A mulher entra em sua casa, com uma cesta em mãos, preenchida por folhas da horta, o cheiro de frango frito invadindo seu olfato, a conduzindo para o lugar certo: cozinha, onde Levi trabalhava. Panelas ferviam sobre o fogão a lenha, enquanto o ex soldado enxugava alguns talheres, antes de guardá-los na gaveta da pia de granito polido.

Ele percebe a presença de Hange, quando escuta um estalo na mesa, ela havia deixado a cesta equilibrada na borda, enxugando suor da testa com a manga da blusa. Levi se aproximou, Hange, que ouviu seus movimentos, tentou encontrar a figura dele, falhando ao encarar uma das panelas. O homem puxou a cesta pela alça de sisal, pressentindo a queda dela por estar muito próxima da borda. Vasculhando seu conteúdo, ele encontra ramalhetes de couve, misturados com folhas de mostarda e alface. Era compreensível, Levi plantou as hortaliças próximas demais umas das outras, até mesmo ele poderia se confundir, se seu TOC não o fizesse ler as plaquinhas de referência sempre que seus pés tocam o terreno de cultivo.
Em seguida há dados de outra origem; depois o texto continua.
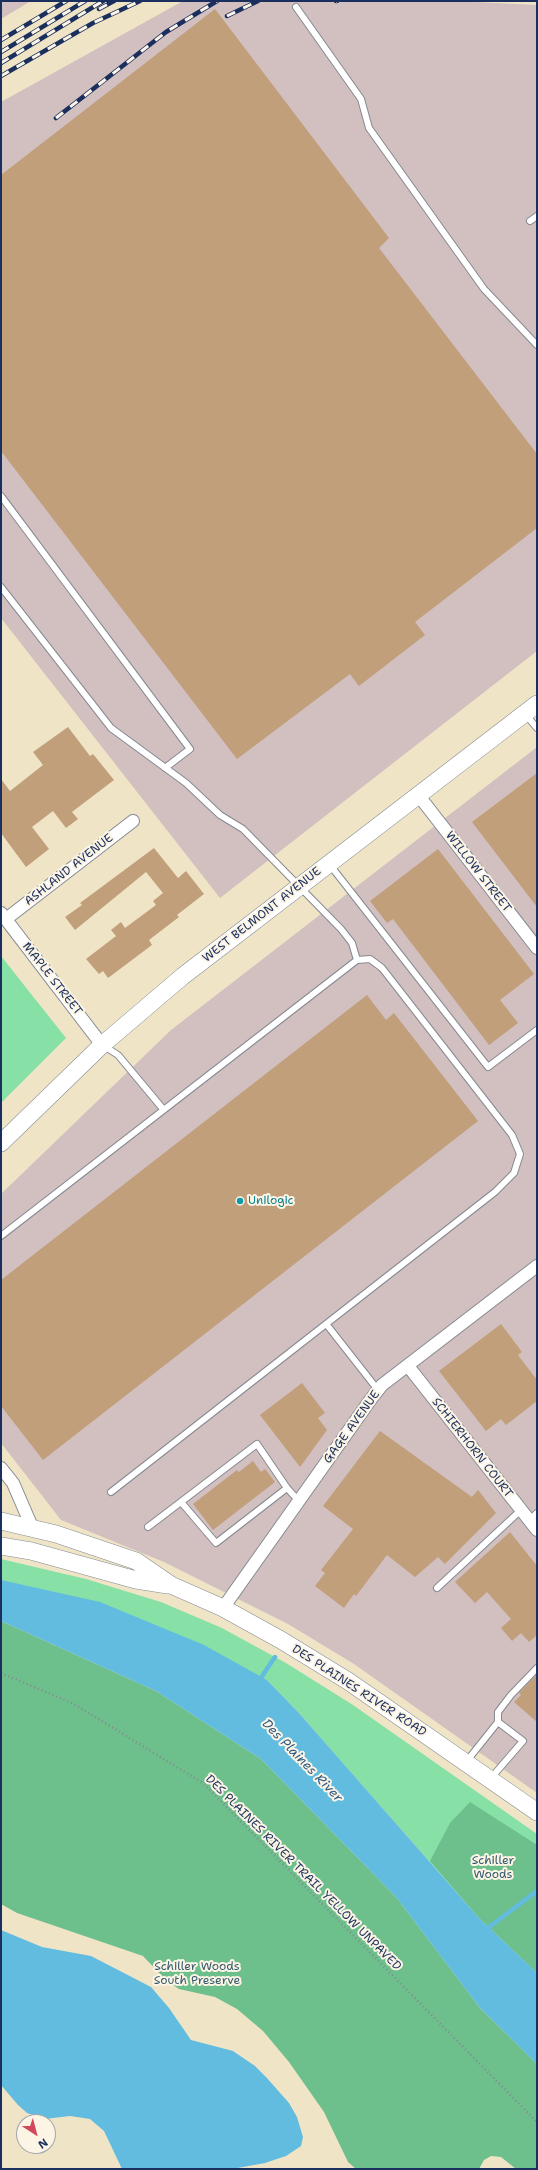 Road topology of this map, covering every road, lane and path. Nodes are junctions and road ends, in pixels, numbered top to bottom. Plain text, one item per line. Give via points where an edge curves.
1 (296, 7) dead end
2 (537, 216) edge
3 (530, 221) dead end
4 (537, 345) edge
5 (1, 496) edge
6 (1, 587) edge
7 (531, 709) edge
8 (537, 728) edge
9 (165, 768) junction
10 (419, 796) junction
11 (133, 821) dead end
12 (329, 864) junction
13 (298, 887) junction
14 (3, 916) edge
15 (537, 948) edge
16 (357, 960) junction
17 (537, 1030) edge
18 (102, 1045) junction
19 (164, 1109) junction
20 (1, 1143) edge
21 (1, 1236) edge
22 (537, 1266) edge
23 (327, 1325) junction
24 (408, 1366) junction
25 (378, 1390) junction
26 (1, 1468) edge
27 (287, 1488) junction
28 (111, 1492) dead end
29 (298, 1500) junction
30 (181, 1502) junction
31 (529, 1514) edge
32 (1, 1521) edge
33 (32, 1527) junction
34 (148, 1527) dead end
35 (537, 1530) edge
36 (1, 1546) edge
37 (171, 1585) junction
38 (437, 1588) dead end
39 (223, 1608) junction
40 (537, 1668) edge
41 (1, 1672) edge
42 (498, 1722) junction
43 (465, 1762) junction
44 (490, 1779) junction
45 (537, 1812) edge
46 (537, 2122) edge

1 - 4 lane via 361,99 369,128 484,289
2 - 3 lane
5 - 9 lane via 190,749
6 - 9 lane via 111,728
7 - 8 lane
7 - 10 main road, WEST BELMONT AVENUE
9 - 13 lane via 186,783 220,815 243,829
10 - 12 main road, WEST BELMONT AVENUE
10 - 15 street, WILLOW STREET
11 - 14 street, ASHLAND AVENUE
12 - 13 main road, WEST BELMONT AVENUE
12 - 17 lane via 488,1067
13 - 16 lane via 348,938
13 - 18 main road, WEST BELMONT AVENUE via 188,972
14 - 18 street, MAPLE STREET
16 - 19 lane
16 - 23 lane via 370,959 392,980 512,1135 520,1154 514,1174 495,1192
18 - 19 lane via 118,1055
18 - 20 main road, WEST BELMONT AVENUE
19 - 21 lane
22 - 24 street, GAGE AVENUE
23 - 25 lane
23 - 28 lane
24 - 25 street, GAGE AVENUE
24 - 31 street, SCHIERHORN COURT
25 - 29 street, GAGE AVENUE
26 - 33 street via 14,1483
27 - 29 lane
27 - 30 lane via 216,1542
27 - 30 lane via 257,1444
29 - 39 street, GAGE AVENUE
30 - 34 lane
31 - 35 street, SCHIERHORN COURT
31 - 38 lane
32 - 33 main road, DES PLAINES RIVER ROAD
33 - 37 main road, DES PLAINES RIVER ROAD via 136,1561
36 - 37 main road, DES PLAINES RIVER ROAD via 31,1551 136,1580
37 - 39 main road, DES PLAINES RIVER ROAD
39 - 43 main road, DES PLAINES RIVER ROAD via 348,1681
40 - 42 lane via 498,1712
41 - 46 path, DES PLAINES RIVER TRAIL YELLOW UNPAVED via 74,1704 203,1783
42 - 43 lane
42 - 44 lane via 523,1741
43 - 44 main road, DES PLAINES RIVER ROAD
44 - 45 main road, DES PLAINES RIVER ROAD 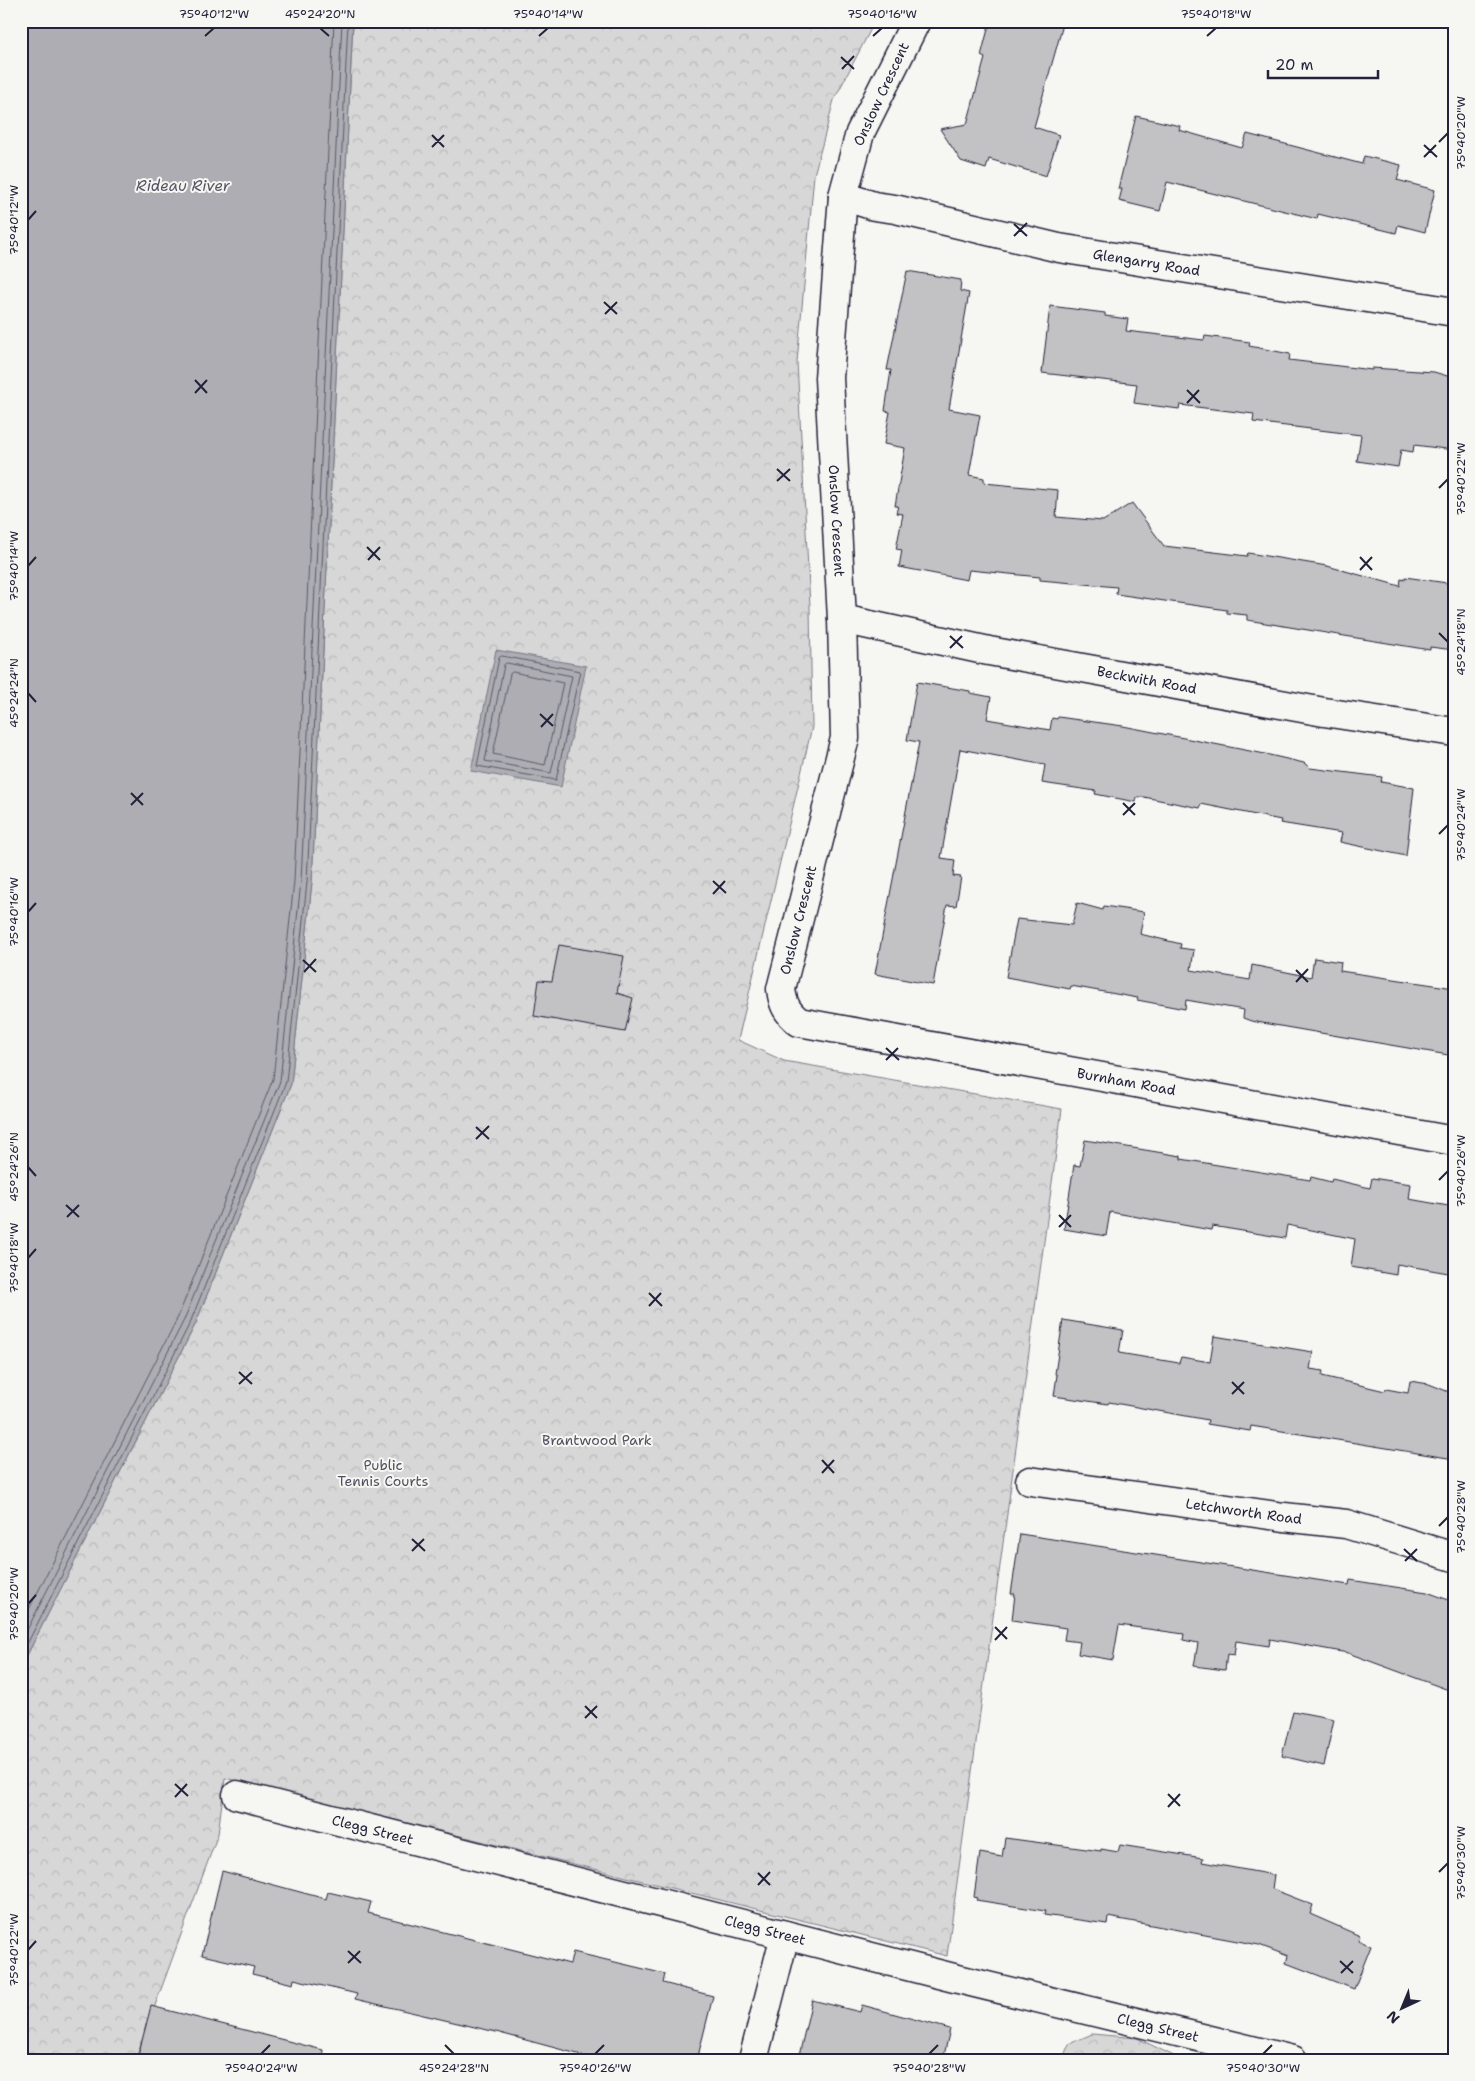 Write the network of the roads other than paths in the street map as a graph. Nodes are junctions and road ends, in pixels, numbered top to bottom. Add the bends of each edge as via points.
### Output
1 (916, 21) edge
2 (843, 196) junction
3 (1454, 312) edge
4 (842, 619) junction
5 (1454, 732) edge
6 (799, 1022) joint
7 (1454, 1142) edge
8 (1030, 1481) dead end
9 (1454, 1557) edge
10 (237, 1795) dead end
11 (785, 1935) junction
12 (753, 2060) edge
13 (1294, 2060) edge

1 - 2 street, Onslow Crescent via 860,134
2 - 3 street, Glengarry Road via 1059,248
2 - 4 street, Onslow Crescent via 829,378
4 - 5 street, Beckwith Road via 989,651
4 - 6 street, Onslow Crescent via 845,738 781,989 783,1004
6 - 7 street, Burnham Road
8 - 9 street, Letchworth Road via 1346,1524
10 - 11 street, Clegg Street
11 - 12 street
11 - 13 street, Clegg Street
Avaliando o outro produto, o homem percebe tomates, em sua maioria podres, alguns acompanhados por pequenos caracóis, os quais fizeram o estômago dele se contorcer em repulsa. Ele levou todos os legumes à pia, não tardando em lavar folha por folha. Hange permanecia em frente a mesa, transmitindo relutância em sua postura corporal rígida. Ciente de sua presença contínua no local, Levi decide questionar:

— Precisa de algo, Hange? — Alguns segundos de silêncio procederam à fala.
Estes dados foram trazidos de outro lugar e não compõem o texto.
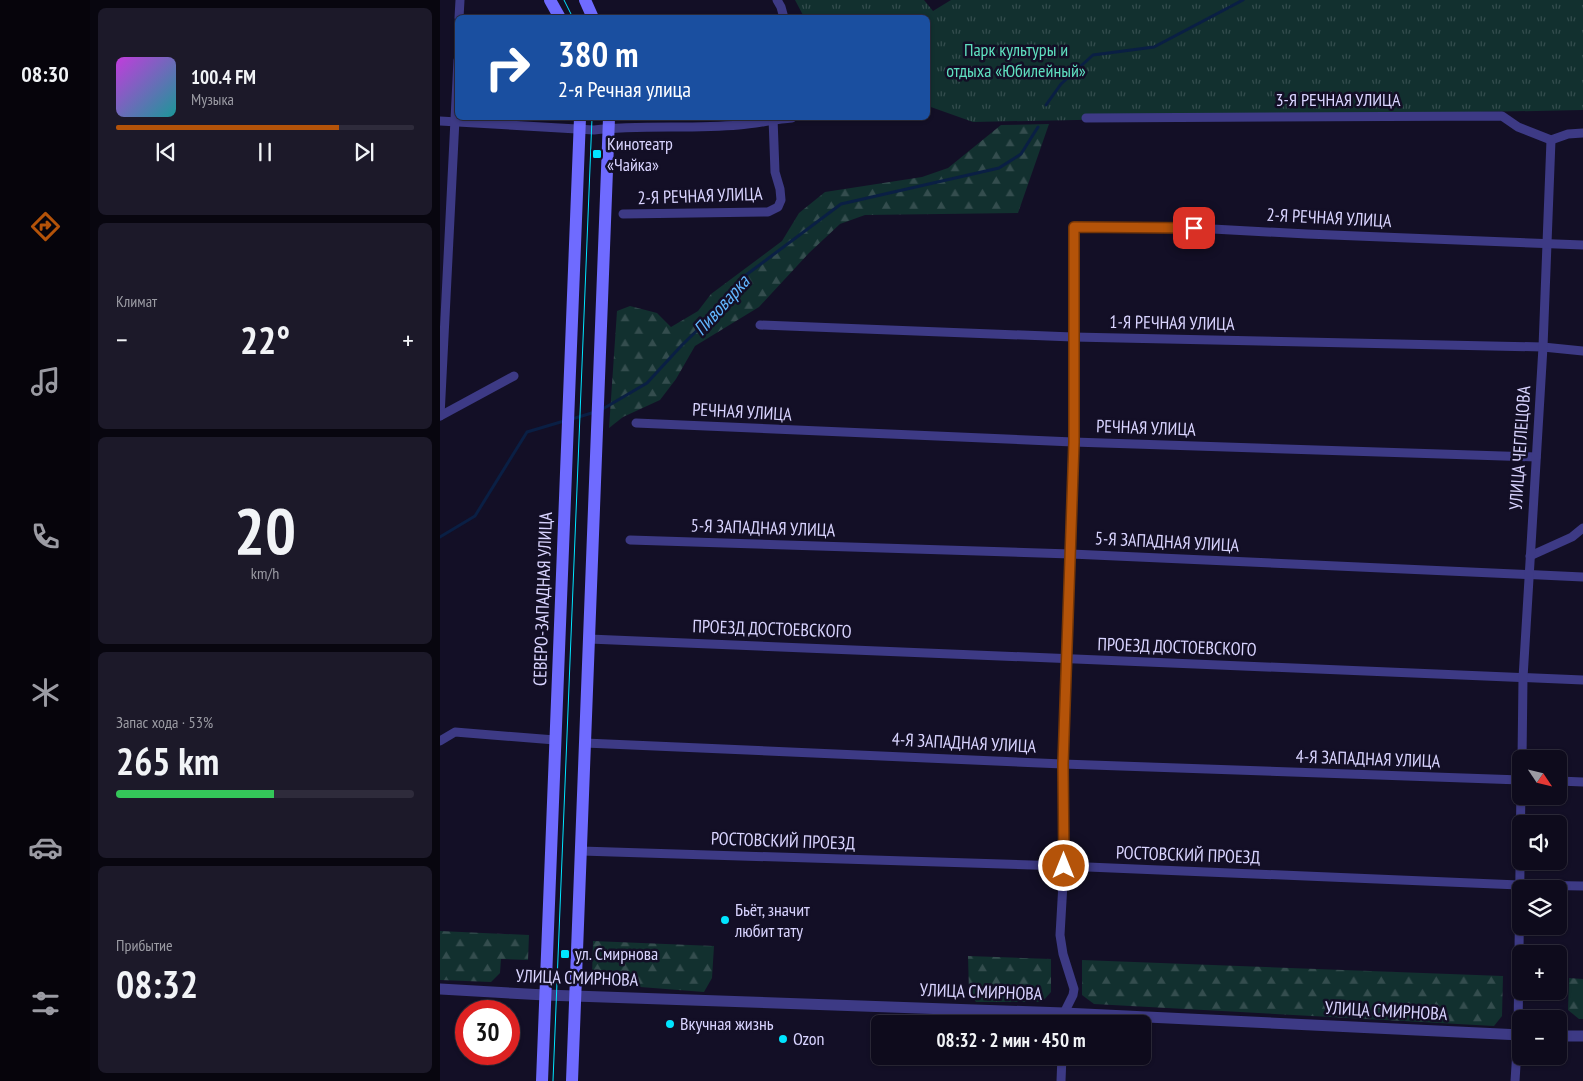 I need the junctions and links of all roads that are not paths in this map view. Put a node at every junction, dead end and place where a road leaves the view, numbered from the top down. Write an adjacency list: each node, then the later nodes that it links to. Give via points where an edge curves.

— Eu colhi corretamente? — Levi pensava em uma resposta simpática, porém sincera. A forma como perguntou, transmitiu fragilidade, como se a resposta fosse algo crucial.

— Na verdade não. Você me trouxe mostarda e couve, — ele não cita os tomates podres. — mas é a minha falta de logística, deveria ter separado os canteiros de uma maneira mais organizada.

O silêncio é preenchido pelo ruído úmido da faca rasgando as partes arruinadas dos tomates que Levi tentava salvar. Um suspiro escapa de Hange, quando ela dá as costas.

— Não me engane com isso. Você sempre foi bom com organização, a causa da má coleta é reflexo da minha incapacidade. — disse categoricamente, antes de se retirar do cômodo.

E então, Levi ficou de pé, estático, mais uma vez. A faca havia cessado o trabalho em cortar, e a vontade de ir atrás daquela mulher para lhe dizer algo útil o consumia, mas a questão era: ele não tinha algo útil a dizer.

A refeição foi servida ao som melódico do silêncio. Desde o acontecido, Hange se calou. Uma companhia que costumava ser extravagante e falante se tornou apenas uma alma perambulando pela cabana deles, construída na floresta, a mesma região em que decidiram ficar juntos naquele dia.

Na hora de aplicar um pouco de sal em sua salada, a qual Levi preferia servir livre de temperos, Hange buscou o pote errado, percebendo o erro, ao levar tomate adocicado à sua língua, cujo paladar rejeitou em primeira mão. Cuspindo no prato, ela se retirou da mesa com o objeto, buscando a cozinha.

Levi seguiu Hange em passos ligeiros, vendo-a descartar as sobras da comida, com o tomate cuspido incluso.

— Eu assumo a louça, pode ir descansar.

Descansar?

Quem ele achava que era pra sugerir algo tão ridículo?

Descansar era algo que Hange estava farta, se sentindo presa num sonho constante, o qual não consegue acordar por não poder abrir os olhos. E pior, por mais que os olhos estejam supostamente abertos, não existe nada em sua vista senão escuridão.